A rectocele occurs when the fascia — a wall of fibrous tissue separating the rectum from the vagina — becomes weakened, allowing the front wall of the rectum to bulge into the vagina. Childbirth and other processes that put pressure on the fascia can lead to a rectocele. Generally, rectoceles occur after menopause, when estrogen — which helps keep your pelvic tissues strong — decreases. Dr. Purdy uses topical estrogen creams or suppositories (Vagifem) before and after corrrective pelvic repair surgery to keep the tissue strong.

 

A small rectocele may cause no signs or symptoms. If a rectocele is large, it may create a noticeable bulge of tissue through the vaginal opening. Though this bulge may be uncomfortable, and rarely this condition can causes sharp shooting rectal like pains. Women may complain of a sense of vaginal "pressure" or a feeling that something is falling out of the vagina with increasingly sever cases of rectocele.
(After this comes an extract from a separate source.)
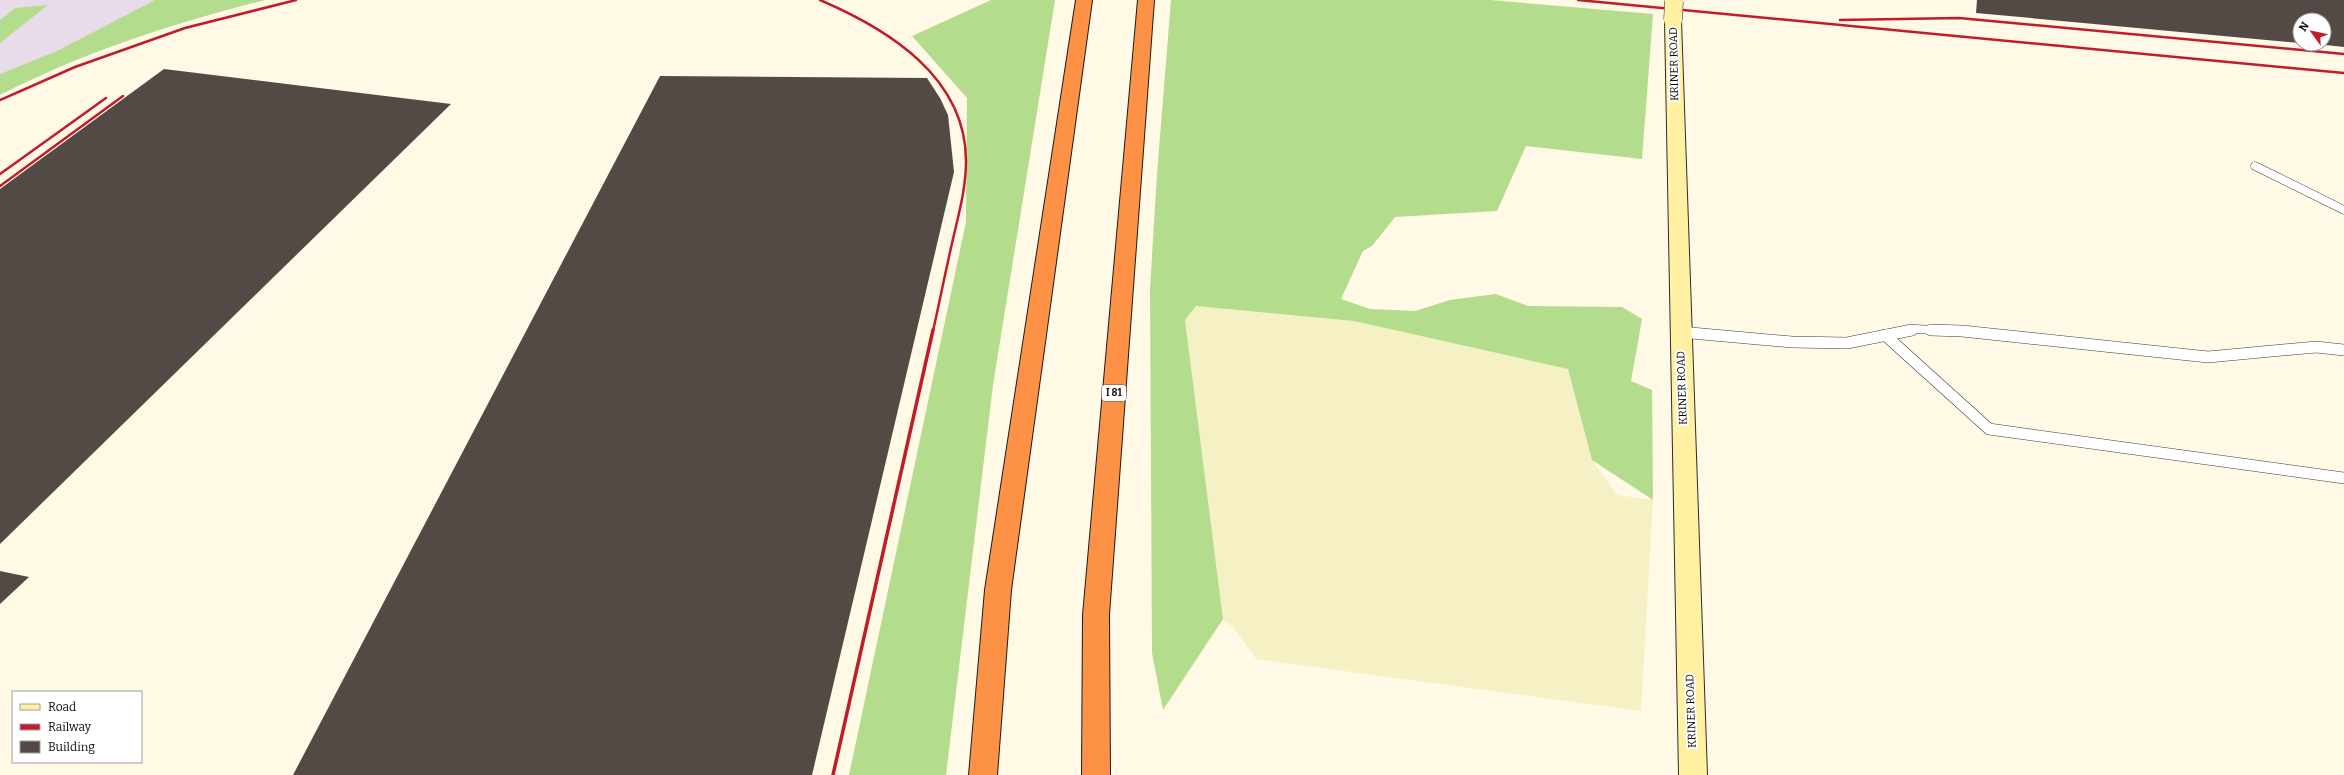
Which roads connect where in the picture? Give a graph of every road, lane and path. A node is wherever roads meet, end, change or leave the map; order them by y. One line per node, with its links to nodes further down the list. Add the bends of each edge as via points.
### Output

A woman with a very large rectocele might not be unable to defecate without placing downward pressure on the posterior vaginal wall with her fingers. This called splinting for a bowel movement.

 

The same principles of repair described for cystocele also apply to rectocele repair. Dr Purdy uses Xenform for rectocele and enterocele repairs. Beyond biologic materials available for repair, we also use synthetic mesh materials. The older systems with bands to anchor the mesh material in place include Prolift and Apogee. More recently, internal anchoring systems such as Pinnacle and Elevate have avoided the need for groin incisions.

Dr. Purdy uses a special surgical instrument called the Capio system for placement of deep pelvic sutures in the dense and strong connective tissue of the pelvis. The graft materail is almost riveted to the pelvic side wall strong tissue by this system for lasting anchoring.